I’ve no doubt now that somewhere during my debauched excursion along the wharves of Baltimore this very weekend, I ingested a large quantity of poison. Whether it was in the opium or the cocaine, who gave it to me, and whether or not any of the prostitutes I’d paid handsomely during the course of my debauch, who’d perhaps watched me consume my fatal indulgence, knew about the poison – well, these are the final mysteries I’ll be taking with me to the grave.
Funny how, normally, I’ll pounce on a good mystery, unable to leave it be until I’ve worried it like a bone, picked it clean and solved it. Now, as the end arrives, I find I’m oddly ambivalent. These last mysteries are too meager, too petty to trifle over when compared with the grander mystery that always fueled my life: my unconquerable and insufferable destiny.
Every muscle in my face has now grown rigid with paralysis. I can’t so much as blink an eye. I’m terrorized by thoughts that I will die with my eyes open. What horror will I see as one light dims and perhaps the fires of Hell emerge? Whose face will be my final vision as I pass over to the next realm? If God were merciful, it would not be this dour face of my warden-nurse, a memento only of this wretched charity ward. It would instead be the face of an angel, my child-wife, a reminder of the beauty that could have been Life had I been born to a more regal fate. I fear I’ll know the extent of God’s mercy soon enough. As it is surely imminent, my release from the fever of living.

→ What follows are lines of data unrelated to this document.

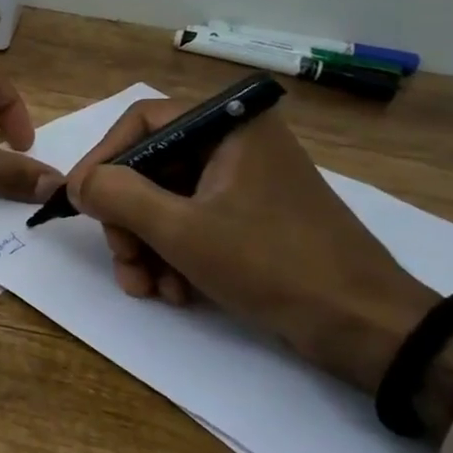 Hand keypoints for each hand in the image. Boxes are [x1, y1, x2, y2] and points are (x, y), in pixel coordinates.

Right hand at [64, 101, 452, 418]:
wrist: (371, 330)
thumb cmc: (274, 265)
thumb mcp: (183, 230)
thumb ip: (120, 196)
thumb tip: (80, 183)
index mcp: (229, 126)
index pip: (142, 122)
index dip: (104, 159)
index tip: (82, 202)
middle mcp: (236, 143)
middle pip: (152, 167)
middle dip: (128, 219)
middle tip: (124, 261)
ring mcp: (246, 183)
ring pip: (168, 200)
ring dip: (147, 245)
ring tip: (147, 288)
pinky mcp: (254, 218)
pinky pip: (194, 222)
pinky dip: (175, 255)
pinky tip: (176, 293) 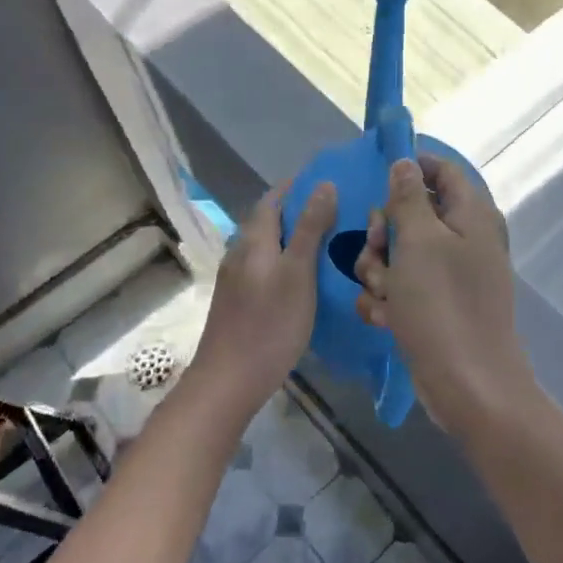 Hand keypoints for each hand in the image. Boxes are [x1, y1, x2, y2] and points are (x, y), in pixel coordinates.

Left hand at [187, 180, 336, 417]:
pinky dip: (283, 261)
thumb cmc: (269, 325)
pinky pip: (263, 268)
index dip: (295, 187)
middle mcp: (239, 253)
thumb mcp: (298, 273)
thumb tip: (324, 184)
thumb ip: (310, 229)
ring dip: (290, 237)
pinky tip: (301, 279)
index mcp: (253, 241)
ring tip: (324, 243)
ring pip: (264, 246)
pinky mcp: (237, 302)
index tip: (326, 182)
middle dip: (296, 211)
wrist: (228, 381)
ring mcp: (235, 280)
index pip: (272, 199)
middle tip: (334, 213)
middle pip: (266, 221)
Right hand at [354, 156, 534, 430]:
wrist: (467, 385)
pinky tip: (385, 318)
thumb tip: (406, 162)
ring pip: (399, 254)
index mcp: (470, 215)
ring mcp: (450, 276)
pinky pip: (402, 288)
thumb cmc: (442, 304)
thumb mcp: (418, 241)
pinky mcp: (436, 307)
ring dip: (380, 271)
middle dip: (384, 232)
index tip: (377, 181)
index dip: (410, 169)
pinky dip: (388, 300)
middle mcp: (463, 240)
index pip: (442, 171)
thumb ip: (409, 197)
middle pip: (412, 214)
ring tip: (382, 294)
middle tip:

I lay here unable to move as the paralysis creeps slowly through me. How many hours has it been? When did they bring me here? I no longer know. There’s a certain timeless euphoria brought on by abject misery. Meaning, time passes strangely, an hour becoming an unfathomable depth. In a way, life has always been a one-way tunnel. Still it never seemed quite as linear as this certain encroachment of death. Deeper into the tunnel I’m drawn, though, helpless to fight death’s pull. My mouth brimming with a bitter, corrosive taste. Not just from the hours spent vomiting up poison down by the docks, but the bitterness of a final acceptance, a reluctant understanding. A bleak awakening, if you will, to a truth too unnerving to allow me ever again to know the blessing of sleep.

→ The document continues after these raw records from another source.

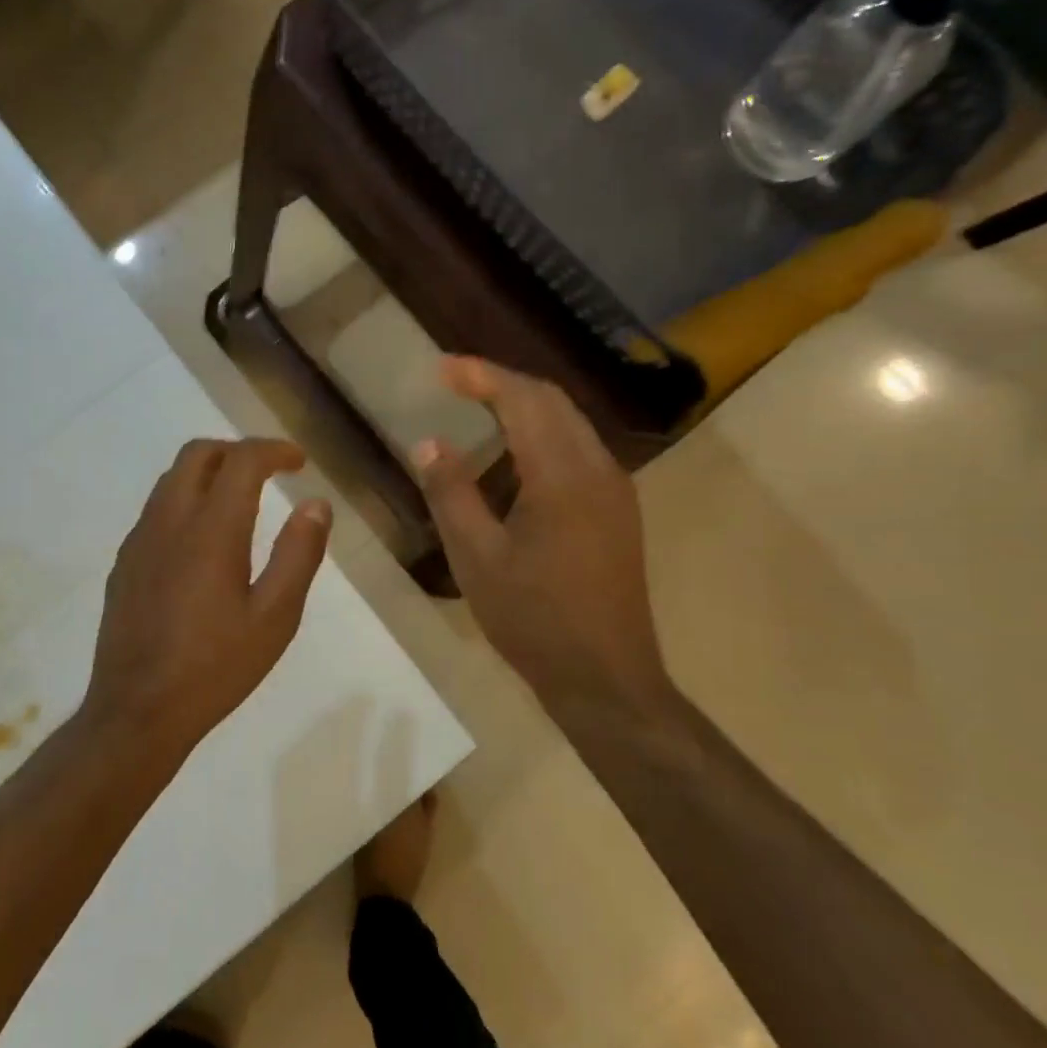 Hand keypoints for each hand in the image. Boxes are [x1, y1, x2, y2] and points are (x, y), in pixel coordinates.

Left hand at [86, 438, 331, 762]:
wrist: (137, 711)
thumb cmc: (216, 667)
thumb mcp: (275, 617)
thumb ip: (299, 554)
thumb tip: (316, 504)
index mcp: (211, 530)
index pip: (241, 460)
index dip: (273, 450)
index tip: (299, 462)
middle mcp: (169, 521)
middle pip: (198, 454)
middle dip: (237, 451)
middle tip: (269, 473)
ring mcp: (139, 541)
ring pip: (171, 479)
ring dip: (208, 473)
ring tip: (239, 501)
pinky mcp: (124, 563)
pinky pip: (155, 510)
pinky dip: (185, 501)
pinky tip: (201, 542)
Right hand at [412, 358, 667, 709]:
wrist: (607, 679)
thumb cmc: (535, 620)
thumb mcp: (477, 558)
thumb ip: (451, 493)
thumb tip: (429, 443)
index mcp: (563, 476)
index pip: (524, 400)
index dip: (482, 375)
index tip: (441, 368)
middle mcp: (598, 469)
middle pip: (552, 401)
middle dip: (503, 382)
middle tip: (455, 382)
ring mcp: (615, 490)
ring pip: (570, 423)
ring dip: (525, 406)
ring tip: (478, 409)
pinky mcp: (618, 511)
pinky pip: (578, 450)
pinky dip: (543, 434)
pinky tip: (514, 457)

Had I been courageous enough to carry through on my vow to marry Eloise Whitmore, had I proceeded on the train to Richmond, done the honorable thing, I wouldn’t be in this hideous predicament. I know that. I’m always well aware of my failings. However, the drive to satiate my deeper urges pushed me from that train.
The youngest, freshest girls one can hope for often begin their lives of ill repute along those dank, rotting wharves of Baltimore. Some girls so fresh, they still carry the scent of home in their undergarments. To me, it matters little—their inexperience in the varied tastes of carnal lust. I’ve long since tired of the meaningless couplings of body touching body. What I’ve come to seek is a peculiar sin, cultivated from the emptiness of too many years. A sin I can only re-enact with the youngest of women, for I was with a young woman when my need first began.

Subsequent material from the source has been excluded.